All of the data below is to be output without alteration.
● ● ● ● ●
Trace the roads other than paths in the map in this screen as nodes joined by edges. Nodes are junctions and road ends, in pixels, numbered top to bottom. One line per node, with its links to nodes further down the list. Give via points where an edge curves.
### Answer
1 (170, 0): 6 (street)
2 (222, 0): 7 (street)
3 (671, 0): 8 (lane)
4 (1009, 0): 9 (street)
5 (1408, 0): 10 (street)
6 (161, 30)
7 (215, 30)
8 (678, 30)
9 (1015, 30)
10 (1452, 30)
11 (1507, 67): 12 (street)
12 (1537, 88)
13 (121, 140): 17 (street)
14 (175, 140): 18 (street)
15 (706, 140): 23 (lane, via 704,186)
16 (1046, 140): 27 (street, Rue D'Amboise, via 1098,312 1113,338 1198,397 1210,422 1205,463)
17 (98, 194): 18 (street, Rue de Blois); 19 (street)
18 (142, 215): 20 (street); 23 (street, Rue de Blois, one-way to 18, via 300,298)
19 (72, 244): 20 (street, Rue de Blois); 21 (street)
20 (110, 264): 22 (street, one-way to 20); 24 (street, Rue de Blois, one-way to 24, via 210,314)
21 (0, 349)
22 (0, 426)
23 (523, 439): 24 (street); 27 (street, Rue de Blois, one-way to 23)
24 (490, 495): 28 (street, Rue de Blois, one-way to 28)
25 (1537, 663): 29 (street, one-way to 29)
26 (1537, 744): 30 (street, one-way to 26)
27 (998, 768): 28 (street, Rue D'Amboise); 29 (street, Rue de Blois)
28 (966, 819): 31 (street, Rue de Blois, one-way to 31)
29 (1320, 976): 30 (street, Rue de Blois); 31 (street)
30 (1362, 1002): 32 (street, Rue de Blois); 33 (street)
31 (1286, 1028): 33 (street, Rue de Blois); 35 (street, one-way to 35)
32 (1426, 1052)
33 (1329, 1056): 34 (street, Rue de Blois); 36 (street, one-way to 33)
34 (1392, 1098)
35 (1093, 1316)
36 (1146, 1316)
● ● ● ● ●
- SOLUTION BELOW -
Trace the roads other than paths in the map in this screen as nodes joined by edges. Nodes are junctions and road ends, in pixels, numbered top to bottom. One line per node, with its links to nodes further down the list. Give via points where an edge curves.
### Answer
1 (170, 0): 6 (street)
2 (222, 0): 7 (street)
3 (671, 0): 8 (lane)
4 (1009, 0): 9 (street)
5 (1408, 0): 10 (street)
6 (161, 30)
7 (215, 30)
8 (678, 30)
9 (1015, 30)
10 (1452, 30)
11 (1507, 67): 12 (street)
12 (1537, 88)
13 (121, 140): 17 (street)
14 (175, 140): 18 (street)
15 (706, 140): 23 (lane, via 704,186)
16 (1046, 140): 27 (street, Rue D'Amboise, via 1098,312 1113,338 1198,397 1210,422 1205,463)
17 (98, 194): 18 (street, Rue de Blois); 19 (street)
18 (142, 215): 20 (street); 23 (street, Rue de Blois, one-way to 18, via 300,298)
19 (72, 244): 20 (street, Rue de Blois); 21 (street)
20 (110, 264): 22 (street, one-way to 20); 24 (street, Rue de Blois, one-way to 24, via 210,314)
21 (0, 349)
22 (0, 426)
23 (523, 439): 24 (street); 27 (street, Rue de Blois, one-way to 23)
24 (490, 495): 28 (street, Rue de Blois, one-way to 28)
25 (1537, 663): 29 (street, one-way to 29)
26 (1537, 744): 30 (street, one-way to 26)
27 (998, 768): 28 (street, Rue D'Amboise); 29 (street, Rue de Blois)
28 (966, 819): 31 (street, Rue de Blois, one-way to 31)
29 (1320, 976): 30 (street, Rue de Blois); 31 (street)
30 (1362, 1002): 32 (street, Rue de Blois); 33 (street)
31 (1286, 1028): 33 (street, Rue de Blois); 35 (street, one-way to 35)
32 (1426, 1052)
33 (1329, 1056): 34 (street, Rue de Blois); 36 (street, one-way to 33)
34 (1392, 1098)
35 (1093, 1316)
36 (1146, 1316)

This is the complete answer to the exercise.